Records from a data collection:
=== Section Start ===

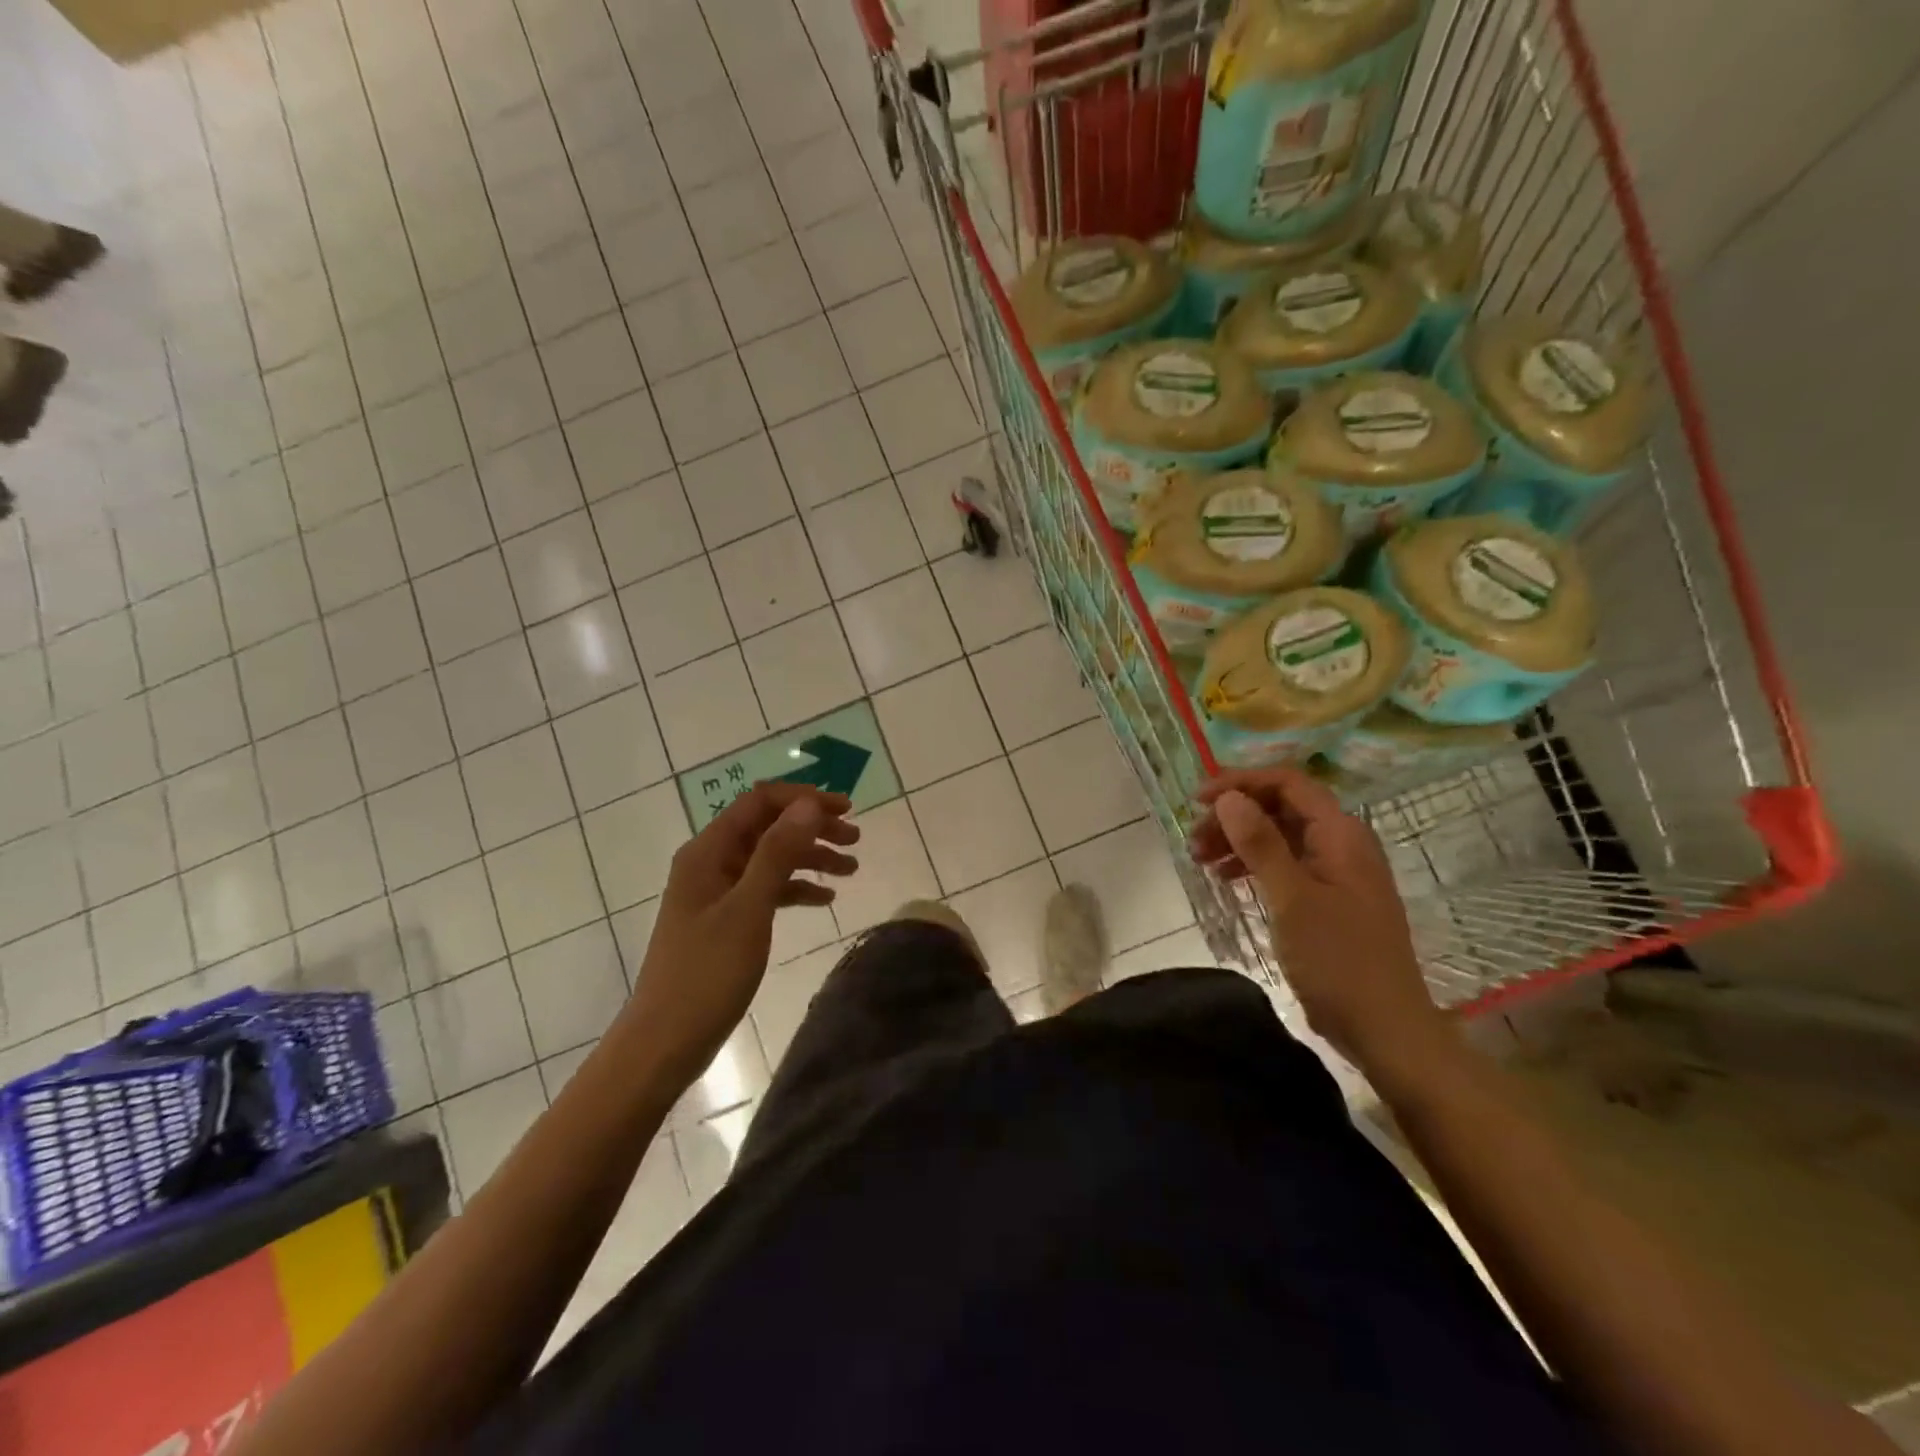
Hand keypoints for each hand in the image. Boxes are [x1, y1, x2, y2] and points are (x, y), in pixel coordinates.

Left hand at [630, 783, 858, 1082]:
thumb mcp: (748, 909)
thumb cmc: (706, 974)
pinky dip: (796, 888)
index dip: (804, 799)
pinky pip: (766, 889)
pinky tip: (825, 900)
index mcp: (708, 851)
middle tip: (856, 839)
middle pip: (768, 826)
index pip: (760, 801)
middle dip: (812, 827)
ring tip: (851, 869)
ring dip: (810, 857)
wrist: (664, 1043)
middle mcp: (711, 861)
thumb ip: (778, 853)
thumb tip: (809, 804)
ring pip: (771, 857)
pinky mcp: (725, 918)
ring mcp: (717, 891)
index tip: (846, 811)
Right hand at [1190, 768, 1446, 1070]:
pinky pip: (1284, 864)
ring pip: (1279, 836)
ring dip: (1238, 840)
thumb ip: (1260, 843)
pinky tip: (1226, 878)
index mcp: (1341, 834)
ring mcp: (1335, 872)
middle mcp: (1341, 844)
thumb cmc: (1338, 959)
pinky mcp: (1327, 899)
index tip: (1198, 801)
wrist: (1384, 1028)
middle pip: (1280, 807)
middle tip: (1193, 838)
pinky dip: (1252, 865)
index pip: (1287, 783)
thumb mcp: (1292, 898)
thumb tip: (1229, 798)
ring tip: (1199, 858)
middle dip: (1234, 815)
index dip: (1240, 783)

=== Section End ===
=== Section Start ===

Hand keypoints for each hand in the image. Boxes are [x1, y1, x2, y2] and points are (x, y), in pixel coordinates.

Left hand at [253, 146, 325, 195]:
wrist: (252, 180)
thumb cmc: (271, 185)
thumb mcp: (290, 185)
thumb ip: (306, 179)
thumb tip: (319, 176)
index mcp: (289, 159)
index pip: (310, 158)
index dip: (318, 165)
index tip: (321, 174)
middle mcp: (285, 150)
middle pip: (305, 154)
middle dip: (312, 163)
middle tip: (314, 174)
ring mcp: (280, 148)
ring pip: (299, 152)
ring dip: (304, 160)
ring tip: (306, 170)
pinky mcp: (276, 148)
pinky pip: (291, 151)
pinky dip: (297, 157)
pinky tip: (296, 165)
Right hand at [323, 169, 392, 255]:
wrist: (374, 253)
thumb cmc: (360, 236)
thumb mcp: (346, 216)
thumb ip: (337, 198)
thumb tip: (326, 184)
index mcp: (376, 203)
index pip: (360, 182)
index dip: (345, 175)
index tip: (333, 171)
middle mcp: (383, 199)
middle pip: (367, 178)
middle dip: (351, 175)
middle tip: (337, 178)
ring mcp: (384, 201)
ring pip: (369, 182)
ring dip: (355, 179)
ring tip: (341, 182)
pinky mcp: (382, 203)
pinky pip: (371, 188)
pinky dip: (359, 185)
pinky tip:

=== Section End ===

Task to carry out
Repeat the entries above verbatim, but only from the line that has "ring tip: (306, 170)" down to the line that has "middle tip: (337, 178)", inclusive.

Solved problem
ring tip: (306, 170)
pinky mcp: (276, 148)
pinky pip: (291, 151)
pinky dip: (297, 157)
pinky tip: (296, 165)
Right hand at [323, 169, 392, 255]:
wrist: (374, 253)
thumb cmc: (360, 236)
thumb mcp: (346, 216)
thumb ip: (337, 198)
thumb tip: (326, 184)
index mcp: (376, 203)
index pip: (360, 182)
index dip: (345, 175)
index tip: (333, 171)
middle mcp: (383, 199)
middle pip: (367, 178)
middle dip: (351, 175)
middle tip: (337, 178)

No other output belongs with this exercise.